1. Mechanism responsible for dilute tubular fluid in the distal tubule
a. Ascending limb of loop of Henle is permeable to Na+ and Cl- but
impermeable to water.
b. As filtrate ascends, Na+ and Cl- are actively reabsorbed, but H2O
does not follow.
c. By the time the filtrate reaches the distal tubule, it is very dilute
(100 mosmol/L).
2. Gradient is established in interstitial fluid of kidney.
a. Descending limb is permeable to water, but not to Na+ and Cl-.
b. Counter-current exchange mechanism concentrates the interstitial
fluid in the medulla (1400 mosmol/L near renal pelvis).
c. Osmolarity in cortex is similar to plasma (300 mosmol/L).
D. Reabsorption of water from collecting duct depends on antidiuretic
hormone (ADH, vasopressin) secreted by posterior pituitary.
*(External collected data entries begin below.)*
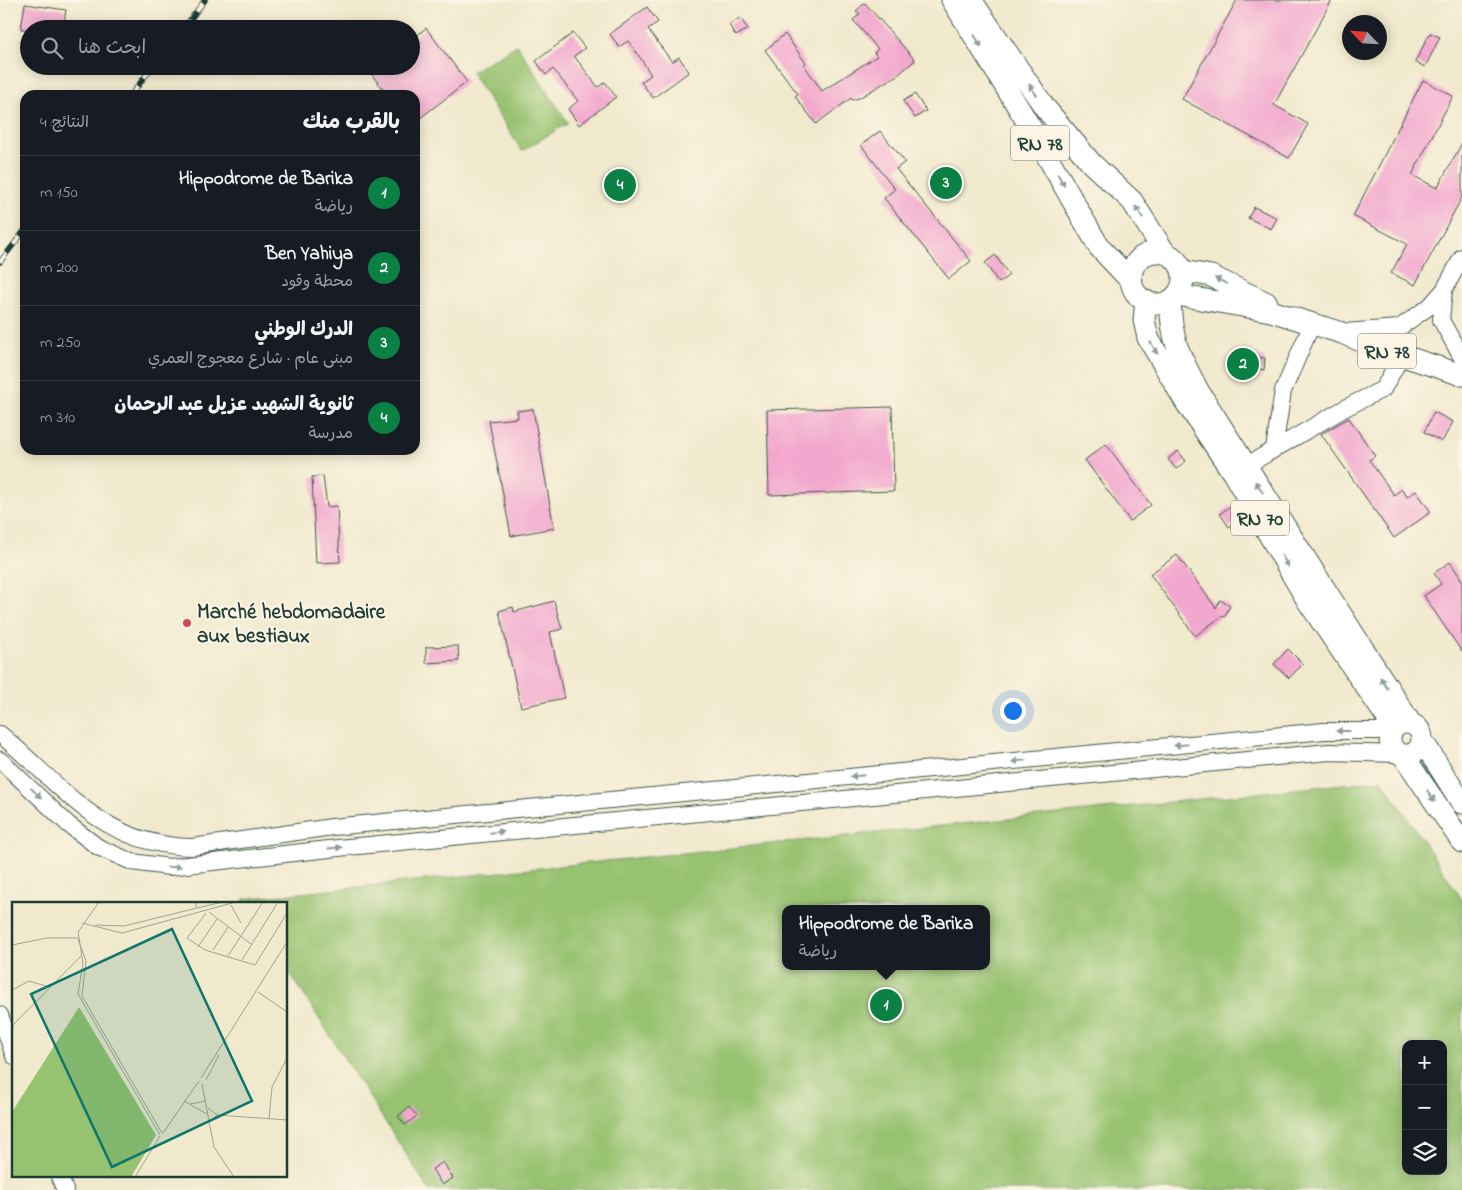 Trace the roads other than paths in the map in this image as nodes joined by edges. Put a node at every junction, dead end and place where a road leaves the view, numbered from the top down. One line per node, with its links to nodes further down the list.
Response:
1 (952, 0): 6 (main road, RN 78, one-way to 6)
2 (971, 0): 3 (main road, RN 78, one-way to 2)
3 (1166, 253): 5 (main road); 6 (main road)
4 (1462, 257): 7 (street)
5 (1183, 271): 8 (main road); 10 (main road, RN 78, one-way to 5)
6 (1132, 282): 9 (main road)
7 (1444, 290): 11 (street); 13 (street)
8 (1173, 298): 9 (main road); 10 (main road, RN 78); 16 (main road, RN 70)
9 (1146, 301): 16 (main road, RN 70, one-way to 16)
10 (1312, 324): 11 (main road, RN 78); 15 (street)
11 (1342, 332): 12 (main road, RN 78)
12 (1402, 356): 14 (main road, RN 78); 15 (street)
13 (1462, 358)
14 (1462, 375)
15 (1274, 449): 16 (street)
16 (1239, 469): 17 (main road, RN 70)
17 (1404, 731): 18 (street, one-way to 18); 19 (main road); 21 (main road, RN 70)
18 (0, 734)
19 (1401, 754): 20 (street, one-way to 19); 22 (main road, one-way to 22)
20 (0, 760)
21 (1462, 803)
22 (1462, 842)
23 (0, 1015): 24 (street)
24 (8, 1052)
25 (60, 1178): 26 (street)
26 (65, 1190)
1. ADH causes insertion of aquaporins into membrane of collecting duct
cells (figure).
2. In presence of ADH, collecting duct is permeable to water ---->
water is reabsorbed ----> urine is concentrated.
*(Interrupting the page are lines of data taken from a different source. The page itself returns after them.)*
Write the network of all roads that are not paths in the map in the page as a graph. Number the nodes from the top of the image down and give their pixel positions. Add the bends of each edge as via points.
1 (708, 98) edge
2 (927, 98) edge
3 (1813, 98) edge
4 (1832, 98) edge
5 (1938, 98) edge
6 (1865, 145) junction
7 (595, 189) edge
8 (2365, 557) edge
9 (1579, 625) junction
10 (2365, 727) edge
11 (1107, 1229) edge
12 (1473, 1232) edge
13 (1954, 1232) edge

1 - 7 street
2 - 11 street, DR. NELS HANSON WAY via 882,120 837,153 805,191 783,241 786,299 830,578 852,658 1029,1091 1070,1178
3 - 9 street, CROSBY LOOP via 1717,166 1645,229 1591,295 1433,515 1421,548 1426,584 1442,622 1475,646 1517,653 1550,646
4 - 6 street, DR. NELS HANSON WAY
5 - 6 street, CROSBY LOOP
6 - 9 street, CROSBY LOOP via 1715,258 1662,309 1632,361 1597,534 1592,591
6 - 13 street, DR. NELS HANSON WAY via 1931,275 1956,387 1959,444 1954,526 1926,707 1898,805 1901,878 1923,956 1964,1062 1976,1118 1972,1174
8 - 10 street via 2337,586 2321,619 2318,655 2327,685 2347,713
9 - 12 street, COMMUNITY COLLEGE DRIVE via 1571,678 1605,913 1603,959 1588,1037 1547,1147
3. In absence of ADH, collecting duct is not permeable to water ---->
water is not reabsorbed ----> urine is dilute.
4. Urine volume is low in presence of ADH and high in absence of ADH.
5. Alcohol blocks ADH secretion.
E. Renal control of body water balance.
1. Controlled variable = plasma osmolarity.
2. Sensor = osmoreceptors in hypothalamus.
3. Control center = hypothalamus.
4. Example: Dehydration (increased plasma osmolarity).
I. Comparison of urine concentrating abilities of various mammals.
1. Corresponds to availability of water in the environment (figure).
2. No differences in posterior pituitary or ability to secrete ADH.
3. Differences are in the lengths of the loops of Henle.
a. Beaver -- all short loops.
b. Human -- combination of short loops and long loops.
c. Kangaroo rat (figure) -- all long loops.
IX. Urination. [pp. 526, 538-539]
A. Urine passes from collecting ducts into renal pelvis, then ureters
(fig. 14-1).
1. No further changes in urine composition.
B. Ureters, urinary bladder, and urethra are all lined with smooth muscle.
1. Wave of smooth muscle contraction moves urine to bladder in a few sec.
C. Walls of bladder can be stretched as it fills.
1. Holds about 500 ml when full.
D. Two sphincters at opening to urethra.
1. Internal urethral sphincter -- smooth muscle.
2. External urethral sphincter -- skeletal muscle.
E. Urine is usually sterile.
F. Micturition reflex is an example of a spinal reflex (figure).
1. Bladder wall contains stretch receptors.
2. When stretched, impulses are sent to lower spinal cord.
3. Activates parasympathetic neurons going to bladder and urethra.
4. Bladder wall contracts involuntarily and internal urethral sphincter
relaxes ----> urge to urinate.
5. Urination can be prevented by voluntarily contracting the external
urethral sphincter.
6. Relax external urethral sphincter ----> contents of bladder are released
out urethra ----> urination.
G. Urinary incontinence = Inability to control urination.
1. Infants.
2. Spinal cord injury.
3. Some elderly people.
X. Kidney Disorders. [pp. 569-572]
A. Kidney stones (figure).
1. Formation of calcium crystals in renal pelvis.
2. Painful passage through ureters (figure).
B. Renal failure.
1. Damage to kidneys so that glomeruli fail to filter blood.
2. Causes.
a. Infection of the kidneys (nephritis).
b. Inadequate blood flow to kidneys.
c. Complete obstruction of urinary tract.
3. Consequences.
a. Decreased GFR.
b. Leakage of proteins into tubular filtrate ----> proteinuria.
c. Buildup of toxic substances in blood ----> uremia.
4. May be temporary or permanent.
5. Treatment.
a. Dialysis (artificial kidney) (fig. 14-36).
1. Needles in one artery and one vein.
2. Blood flows through dialyzer.
3. Contains dialyzing solution -- same concentration of ions and
small molecules as normal plasma.
4. Semipermeable membrane separates dialyzing solution from
blood flowing through dialyzer.
5. Permeable to ions and small molecules, but not blood cells and
proteins.
6. Large surface area provides maximum exchange of molecules.
7. Waste products move into dialyzing fluid ----> discarded.
8. Must be dialyzed every few days.
b. Kidney transplant (figure).
1. Most common type of organ transplant.
2. Only one kidney is transplanted.
3. Donor may be an accident victim or a close relative.